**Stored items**
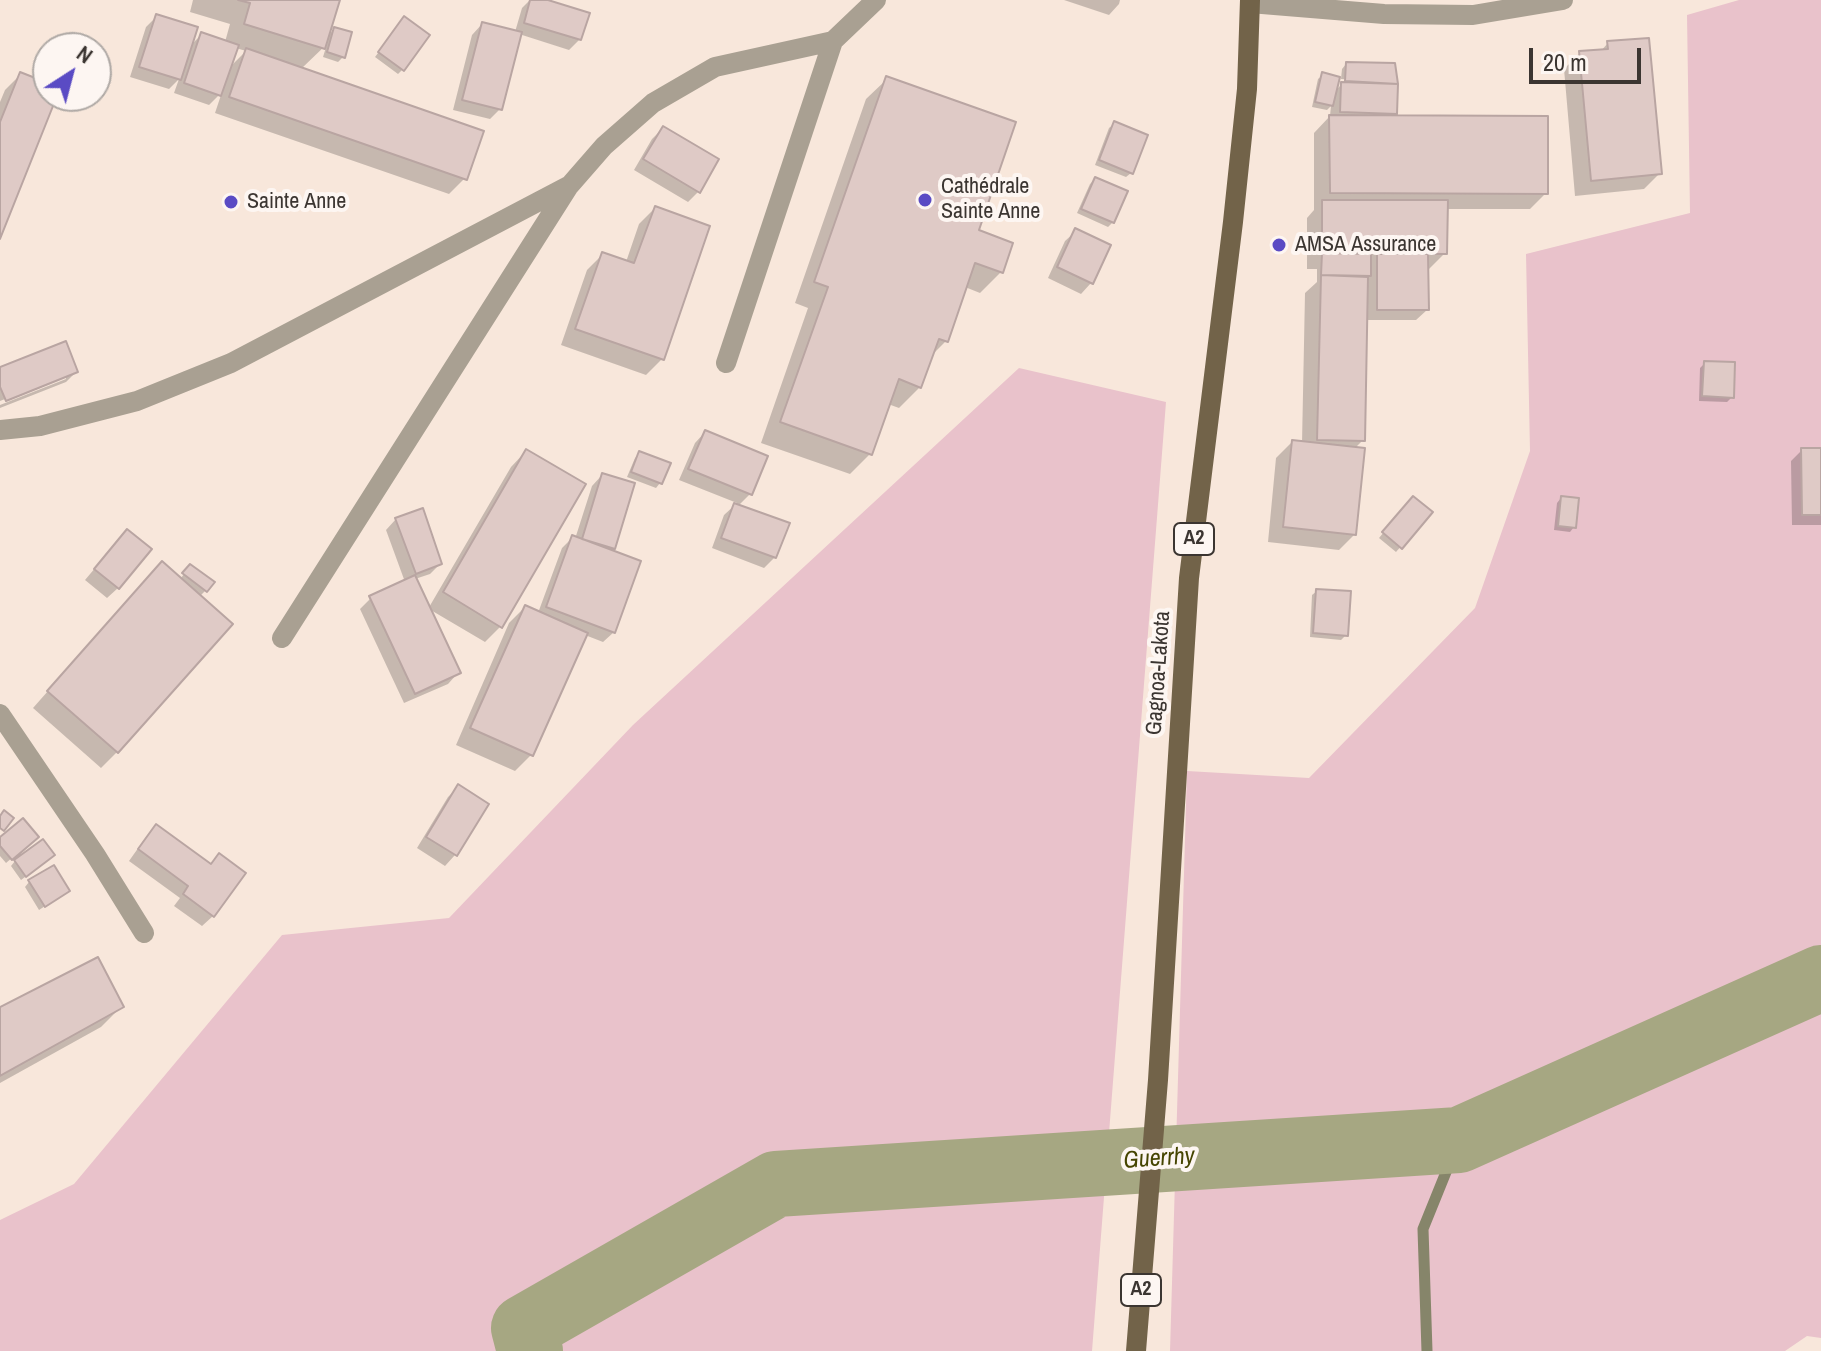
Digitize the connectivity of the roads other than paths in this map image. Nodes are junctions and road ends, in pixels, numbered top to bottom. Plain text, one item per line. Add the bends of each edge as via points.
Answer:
1 (876, 0) edge
2 (1563, 0) edge
3 (1250, 2) edge
4 (833, 41) junction
5 (570, 185) junction
6 (726, 363) dead end
7 (0, 430) edge
8 (282, 638) dead end
9 (0, 714) edge
10 (144, 933) dead end
11 (1136, 1351) edge

1 - 4 lane
2 - 3 lane via 1473,15 1384,14
3 - 11 main road, Gagnoa-Lakota / A2 via 1235,207 1189,578
4 - 5 lane via 715,67 653,103
4 - 6 lane
5 - 7 lane via 231,363 137,401 40,426
5 - 8 lane
9 - 10 lane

**Directions for this task**
Give an exact copy of the entries, excluding all pictures.

**Output**
Digitize the connectivity of the roads other than paths in this map image. Nodes are junctions and road ends, in pixels, numbered top to bottom. Plain text, one item per line. Add the bends of each edge as via points.
Answer:
1 (876, 0) edge
2 (1563, 0) edge
3 (1250, 2) edge
4 (833, 41) junction
5 (570, 185) junction
6 (726, 363) dead end
7 (0, 430) edge
8 (282, 638) dead end
9 (0, 714) edge
10 (144, 933) dead end
11 (1136, 1351) edge

1 - 4 lane
2 - 3 lane via 1473,15 1384,14
3 - 11 main road, Gagnoa-Lakota / A2 via 1235,207 1189,578
4 - 5 lane via 715,67 653,103
4 - 6 lane
5 - 7 lane via 231,363 137,401 40,426
5 - 8 lane
9 - 10 lane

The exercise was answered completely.